I seriously love your poetry! And trends change all the time anyway
Thank you for checking my poetry out, doll. 🥰 You're right, tastes and styles switch up like the wind. Always better to stick to what you feel.
I've been doing so poorly (in my perfectionist view) at a job that I hate and realized I'd made a big embarrassing mistake that triggered my least favorite corporate condescending emails when this video came up and it really backed me off the edge. Thank you so much!!!
I have no words to describe how brilliant this is. Thank you!
One of the things that have really helped me with how I see myself and my body is when I started taking croquis classes. Suddenly I got to see so many different body types and realizing that what you might see as a flaw, in the croquis setting is just another unique characteristic of you. Now I'll look at my belly rolls in the mirror and go: "I'll put a line here and a line here..." Recently I've also started modeling and that has brought another level of that self love and confidence to me. There's nothing cooler that to be able to see yourself through someone elses eyes! To see the lines that they choose to draw! It's wonderful!
This video hit close to home on so many points. Thank you for the perspective and ideas! ❤
Would you consider sometime doing a video about ending friendships, or distancing from friends specifically. Whether they are fair weather friends or energy vampires etc. I know you have talked a lot about this type of thing with family members but I feel like it can bring up different feeling and take different steps for friends.

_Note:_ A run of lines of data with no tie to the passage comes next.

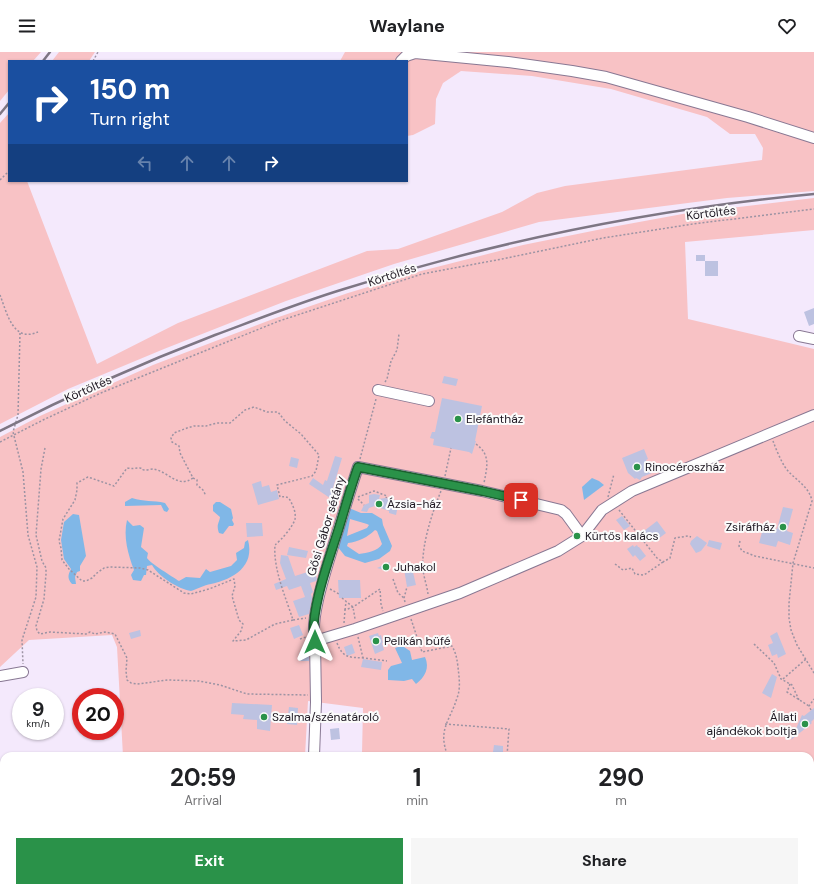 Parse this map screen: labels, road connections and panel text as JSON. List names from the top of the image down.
{
  "streets": {
    "street": ["Gősi Gábor sétány"],
    "path": ["Körtöltés"]
  },
  "places": [
    "Elefántház",
    "Rinocéroszház",
    "Ázsia-ház",
    "Zsiráfház",
    "Kürtős kalács",
    "Juhakol",
    "Pelikán büfé",
    "Szalma/szénatároló",
    "Állati ajándékok boltja"
  ],
  "page": {
    "header": "Waylane",
    "turn": ["150 m", "Turn right"],
    "speed": "9 km/h",
    "limit": "20",
    "eta": [
      "20:59",
      "Arrival",
      "1",
      "min",
      "290",
      "m"
    ],
    "buttons": ["Exit", "Share"]
  }
}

Hey doll. I have a couple of videos on friendships ending that you might find useful:
Grieving a friendship: th-cam.com/video/46QBpwxmk8M/w-d-xo.html
Shadowy Friendships with People Who Don't Clap When You Win: th-cam.com/video/AF-AkDfDqS4/w-d-xo.html
Such food for thought. I really love the last point as I am trying to fall into self-compassion when suffering is unavoidable but I usually opt for avoidance. I would like to share along the vein of over giving. I taught myself to no longer explain myself to an adult. Children I can understand genuinely questioning my actions and thoughts but I no longer get hooked into conversations that seem to defend my values or actions. Now when I respond that different views and opinions should be respected it depersonalizes the situation and I no longer am being interrogated. Just perhaps misunderstood or not appreciated. Love the empowerment you weave through these videos!
Ready for more learning!!!!
When I start to slip back into SH territory, I think of a line from a favorite song: "Love is not like anything, especially a fucking knife." SH is ultimately more punishment than release. That's not love. Not even a little. This video was great, thank you for your thoughts and insights.

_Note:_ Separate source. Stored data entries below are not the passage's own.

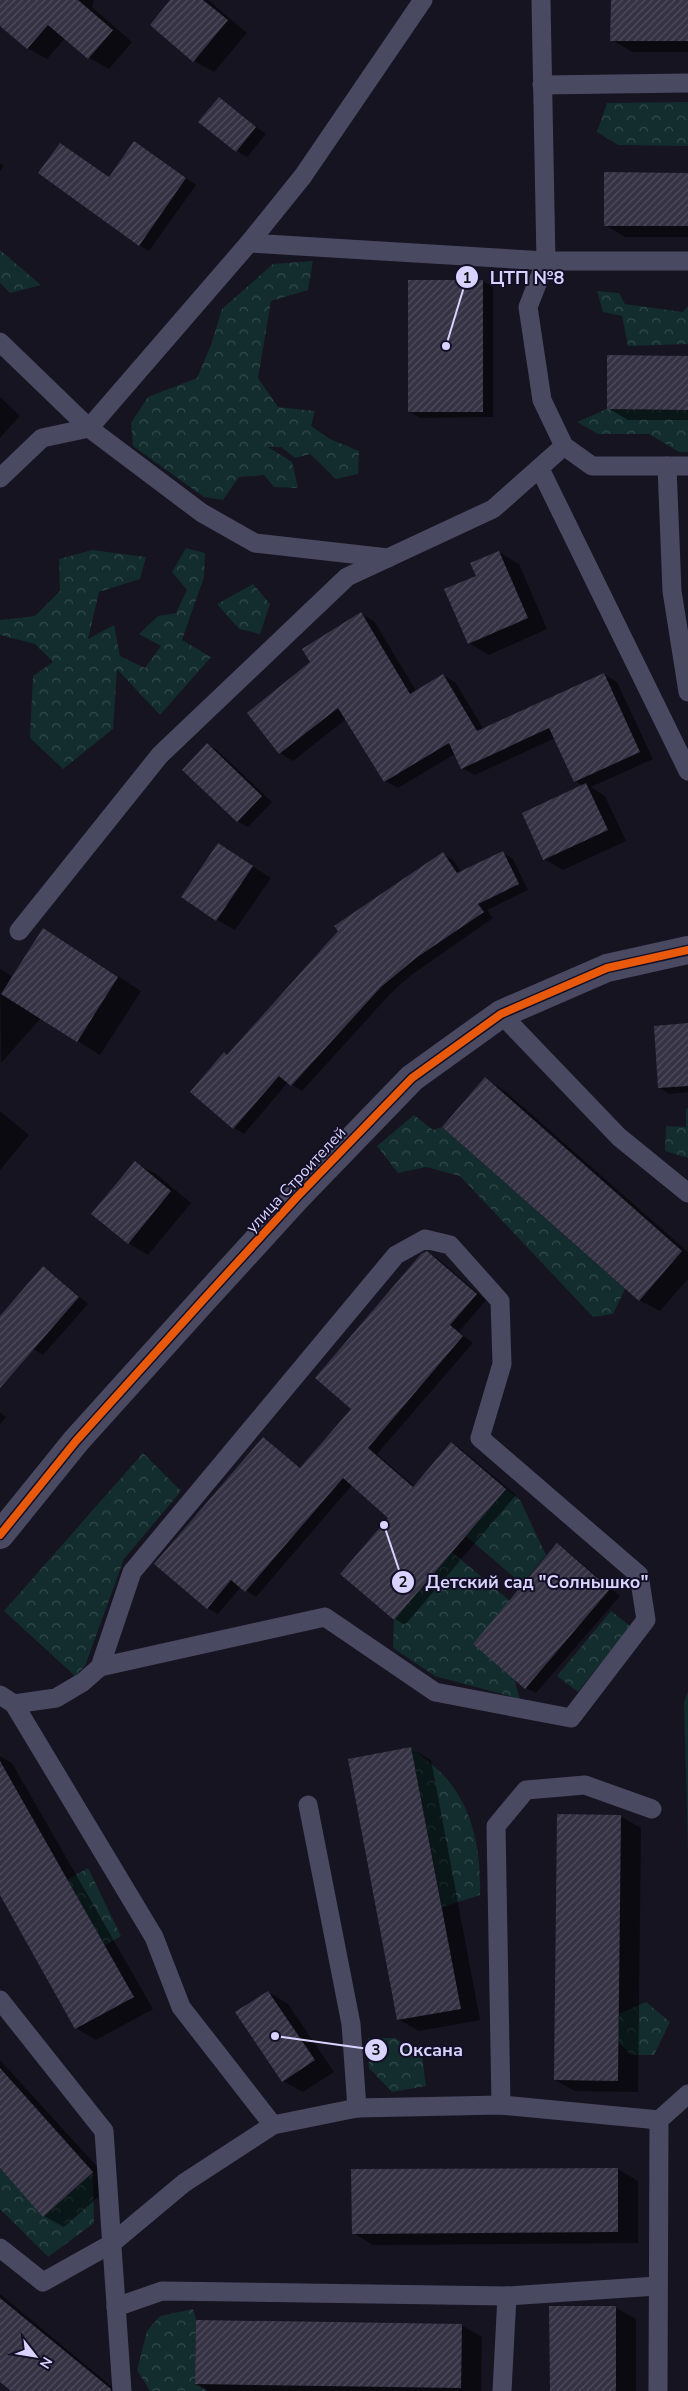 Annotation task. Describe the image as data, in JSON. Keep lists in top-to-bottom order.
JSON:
{
  "streets": {
    "street": ["улица Строителей"]
  },
  "places": ["ЦТП №8", "Детский сад \"Солнышко\"", "Оксана"],
  "north": "bottom right"
}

Just pausing at the end of the section about body and fitness, I have been going through a real shift recently in how I live in and care for and think about my body and part of the journey has been with the amazing content created by StyleLikeU. If you haven't seen this channel I highly recommend it, beautiful expressions of self love through a whole array of different perspectives 💗
I have LOVED StyleLikeU for YEARS. Great channel. So thought-provoking.

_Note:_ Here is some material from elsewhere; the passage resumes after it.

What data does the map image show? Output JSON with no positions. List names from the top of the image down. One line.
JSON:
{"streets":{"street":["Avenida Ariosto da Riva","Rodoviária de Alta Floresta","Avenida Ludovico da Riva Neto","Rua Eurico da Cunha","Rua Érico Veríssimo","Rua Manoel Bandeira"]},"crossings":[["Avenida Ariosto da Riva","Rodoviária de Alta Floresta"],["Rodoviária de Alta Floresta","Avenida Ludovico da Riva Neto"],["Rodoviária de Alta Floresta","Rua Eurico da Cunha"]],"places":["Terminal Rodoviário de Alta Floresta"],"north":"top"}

decided to catch up on your videos today while working and honestly, I think there's something to be said about perfect timing. This week I almost had a SH relapse for the first time in a year, and hearing the genuine compassionate way you talked about your experience has really uplifted and reaffirmed my commitment to not relapsing. Also you're the possibly the only person who I've been able to listen to talk about it without getting at least mildly triggered, so thank you for that
❤️❤️❤️❤️
Great video! Yes, the “deathbed perspective” enabled me to transition and live as my true self. I couldn’t agree with you more about it! 🌹❤️
I had to quit telling myself that the reason I was lonely was because no one understood me. Of course they fricking didn’t. I didn’t give them a chance. I think giving up loneliness and the story I told myself about why I was lonely was major. Really major. Thank you for this video :)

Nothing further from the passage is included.